#### [YOUR ASSIGNMENT]
A complete answer retypes each of the records below precisely and includes none of the pictures.
··········
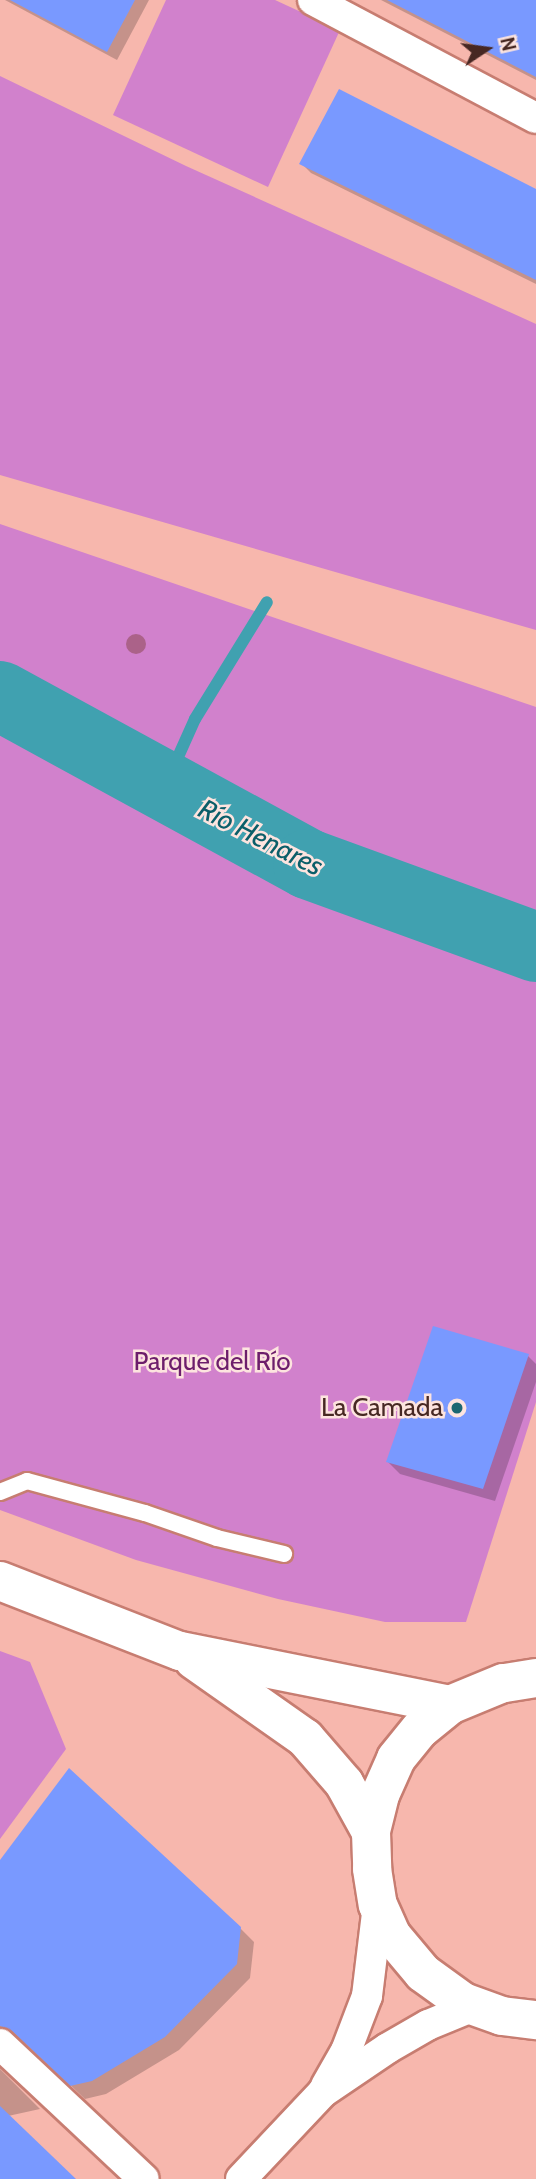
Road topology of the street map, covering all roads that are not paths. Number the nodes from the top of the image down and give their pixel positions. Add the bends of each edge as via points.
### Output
1 (313, 0) edge
2 (536, 118) edge
3 (0, 1492) edge
4 (284, 1553) dead end
5 (0, 1581) edge
6 (180, 1651) junction
7 (536, 1677) edge
8 (450, 1705) junction
9 (372, 1832) junction
10 (378, 1905) junction
11 (474, 2006) junction
12 (536, 2020) edge
13 (5, 2060) edge
14 (323, 2092) junction
15 (144, 2179) edge
16 (240, 2179) edge

1 - 2 street
3 - 4 lane via 27,1481 217,1538
5 - 6 street
6 - 8 street
6 - 9 street via 304,1738 344,1783
7 - 8 street via 503,1683
8 - 9 street via 420,1729 396,1759 380,1795
9 - 10 street
10 - 11 street via 391,1936 423,1973
10 - 14 street via 367,1996 346,2051
11 - 12 street via 502,2016
11 - 14 street via 387,2048
13 - 15 street
14 - 16 street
··········
#### [ANSWER SECTION]
Road topology of the street map, covering all roads that are not paths. Number the nodes from the top of the image down and give their pixel positions. Add the bends of each edge as via points.
### Output
1 (313, 0) edge
2 (536, 118) edge
3 (0, 1492) edge
4 (284, 1553) dead end
5 (0, 1581) edge
6 (180, 1651) junction
7 (536, 1677) edge
8 (450, 1705) junction
9 (372, 1832) junction
10 (378, 1905) junction
11 (474, 2006) junction
12 (536, 2020) edge
13 (5, 2060) edge
14 (323, 2092) junction
15 (144, 2179) edge
16 (240, 2179) edge

1 - 2 street
3 - 4 lane via 27,1481 217,1538
5 - 6 street
6 - 8 street
6 - 9 street via 304,1738 344,1783
7 - 8 street via 503,1683
8 - 9 street via 420,1729 396,1759 380,1795
9 - 10 street
10 - 11 street via 391,1936 423,1973
10 - 14 street via 367,1996 346,2051
11 - 12 street via 502,2016
11 - 14 street via 387,2048
13 - 15 street
14 - 16 street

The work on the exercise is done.